Пластинка кончилась. Альфонс подошел к нам.
– Чудесно, – сказал я.
– Особенно первый тенор, – добавила Патриция Хольман.
– Правильно, – заметил Альфонс, впервые оживившись, – вы в этом понимаете толк! Первый тенор – высокий класс!
Мы простились с ним.
– Привет Готтфриду, – сказал он. – Пусть как-нибудь покажется.
Мы стояли на улице. Фонари перед домом бросали беспокойный свет на старое ветвистое дерево, и тени бегали по его верхушке. На ветках уже зазеленел легкий пушок, и сквозь неясный, мерцающий свет дерево казалось необыкновенно высоким и могучим. Крона его терялась где-то в сумерках и, словно простертая гигантская рука, в непомерной тоске тянулась к небу.
Патриция слегка поеживалась.
– Вам холодно? – спросил я.
Подняв плечи, она спрятала руки в рукава мехового жакета.
– Сейчас пройдет. Там было довольно жарко.
– Вы слишком легко одеты, – сказал я. – По вечерам еще холодно.
Она покачала головой:
– Не люблю тяжелую одежду. Хочется, чтобы стало наконец тепло. Не выношу холода. Особенно в городе.
– В «кадиллаке» тепло, – сказал я. – У меня на всякий случай припасен плед.
Я помог ей сесть в машину и укрыл ее колени пледом. Она подтянула его выше.
– Вот замечательно! Вот и чудесно. А холод нагоняет тоску.

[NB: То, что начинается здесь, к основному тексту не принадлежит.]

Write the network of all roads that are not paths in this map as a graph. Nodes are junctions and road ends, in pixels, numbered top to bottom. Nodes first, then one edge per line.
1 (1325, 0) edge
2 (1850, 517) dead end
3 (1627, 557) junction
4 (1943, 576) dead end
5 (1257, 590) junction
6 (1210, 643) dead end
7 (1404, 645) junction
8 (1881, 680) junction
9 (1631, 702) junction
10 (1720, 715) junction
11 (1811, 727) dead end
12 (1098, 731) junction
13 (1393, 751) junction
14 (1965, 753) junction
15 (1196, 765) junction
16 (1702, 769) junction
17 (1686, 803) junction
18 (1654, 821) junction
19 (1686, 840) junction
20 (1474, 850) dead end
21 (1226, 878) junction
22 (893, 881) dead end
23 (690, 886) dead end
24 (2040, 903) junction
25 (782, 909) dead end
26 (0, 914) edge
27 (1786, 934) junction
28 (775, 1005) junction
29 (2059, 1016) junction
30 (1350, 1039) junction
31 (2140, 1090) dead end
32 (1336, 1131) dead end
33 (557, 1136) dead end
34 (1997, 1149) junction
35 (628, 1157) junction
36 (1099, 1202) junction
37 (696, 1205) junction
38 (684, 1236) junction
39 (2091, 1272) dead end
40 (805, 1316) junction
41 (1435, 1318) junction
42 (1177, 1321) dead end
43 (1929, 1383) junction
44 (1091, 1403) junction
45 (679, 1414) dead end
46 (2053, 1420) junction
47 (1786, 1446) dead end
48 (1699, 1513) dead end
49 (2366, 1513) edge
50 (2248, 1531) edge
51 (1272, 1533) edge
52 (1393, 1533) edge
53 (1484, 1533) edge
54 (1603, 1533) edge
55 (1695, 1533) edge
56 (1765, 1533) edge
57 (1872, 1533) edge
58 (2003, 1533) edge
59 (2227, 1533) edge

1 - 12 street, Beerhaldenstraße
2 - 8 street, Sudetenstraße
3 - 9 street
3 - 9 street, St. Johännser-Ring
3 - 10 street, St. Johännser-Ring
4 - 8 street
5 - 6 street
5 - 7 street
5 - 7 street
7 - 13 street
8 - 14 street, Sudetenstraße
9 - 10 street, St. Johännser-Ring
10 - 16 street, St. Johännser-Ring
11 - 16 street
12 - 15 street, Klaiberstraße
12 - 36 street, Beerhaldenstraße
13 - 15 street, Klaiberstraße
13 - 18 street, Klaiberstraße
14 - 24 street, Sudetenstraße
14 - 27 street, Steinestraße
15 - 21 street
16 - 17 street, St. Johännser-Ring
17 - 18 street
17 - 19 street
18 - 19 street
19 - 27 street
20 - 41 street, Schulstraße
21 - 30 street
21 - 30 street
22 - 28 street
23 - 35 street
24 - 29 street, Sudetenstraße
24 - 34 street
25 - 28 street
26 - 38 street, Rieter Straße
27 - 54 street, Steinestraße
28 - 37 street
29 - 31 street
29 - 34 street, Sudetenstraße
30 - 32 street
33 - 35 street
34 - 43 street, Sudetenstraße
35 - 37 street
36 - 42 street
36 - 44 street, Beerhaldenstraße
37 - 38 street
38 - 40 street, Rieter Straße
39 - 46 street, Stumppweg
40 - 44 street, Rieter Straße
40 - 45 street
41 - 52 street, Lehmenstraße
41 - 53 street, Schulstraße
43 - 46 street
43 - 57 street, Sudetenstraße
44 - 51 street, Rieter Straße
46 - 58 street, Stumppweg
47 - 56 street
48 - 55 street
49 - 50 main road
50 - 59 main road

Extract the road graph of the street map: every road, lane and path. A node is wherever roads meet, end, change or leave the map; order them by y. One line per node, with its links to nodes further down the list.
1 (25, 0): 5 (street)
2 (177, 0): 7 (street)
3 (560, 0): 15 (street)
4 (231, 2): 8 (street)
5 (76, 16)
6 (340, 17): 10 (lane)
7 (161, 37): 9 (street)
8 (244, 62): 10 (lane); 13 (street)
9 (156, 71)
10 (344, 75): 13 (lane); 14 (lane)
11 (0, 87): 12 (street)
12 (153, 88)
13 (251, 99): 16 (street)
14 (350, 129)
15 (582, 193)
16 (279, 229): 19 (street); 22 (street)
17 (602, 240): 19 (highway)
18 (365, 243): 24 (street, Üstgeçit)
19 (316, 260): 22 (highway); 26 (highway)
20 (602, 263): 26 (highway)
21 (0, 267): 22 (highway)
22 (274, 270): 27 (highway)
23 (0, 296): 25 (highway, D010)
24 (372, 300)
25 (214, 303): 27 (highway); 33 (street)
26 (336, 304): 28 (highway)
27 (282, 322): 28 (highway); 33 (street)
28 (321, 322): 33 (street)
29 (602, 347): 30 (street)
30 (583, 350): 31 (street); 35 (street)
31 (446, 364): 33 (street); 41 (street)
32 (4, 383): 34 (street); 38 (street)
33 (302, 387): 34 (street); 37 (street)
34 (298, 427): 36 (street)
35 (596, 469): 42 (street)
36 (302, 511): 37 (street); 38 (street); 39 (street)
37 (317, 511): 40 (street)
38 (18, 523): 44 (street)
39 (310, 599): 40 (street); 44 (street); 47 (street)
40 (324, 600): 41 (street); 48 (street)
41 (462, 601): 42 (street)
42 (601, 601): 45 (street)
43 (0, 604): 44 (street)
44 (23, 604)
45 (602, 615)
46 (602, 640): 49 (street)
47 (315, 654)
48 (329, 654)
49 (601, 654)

– Не только холод. – Я сел за руль. – Покатаемся немного?
Она кивнула:
– Охотно.
– Куда поедем?
– Просто так, поедем медленно по улицам. Все равно куда.
– Хорошо.
Я запустил мотор, и мы медленно и бесцельно поехали по городу. Было время самого оживленного вечернего движения. Мотор работал совсем тихо, и мы почти бесшумно двигались в потоке машин. Казалось, что наш «кадиллак» – корабль, неслышно скользящий по пестрым каналам жизни. Проплывали улицы, ярко освещенные подъезды, огни домов, ряды фонарей, сладостная, мягкая взволнованность вечернего бытия, нежная лихорадка озаренной ночи, и над всем этим, между краями крыш, свинцово-серое большое небо, на которое город отбрасывал свое зарево.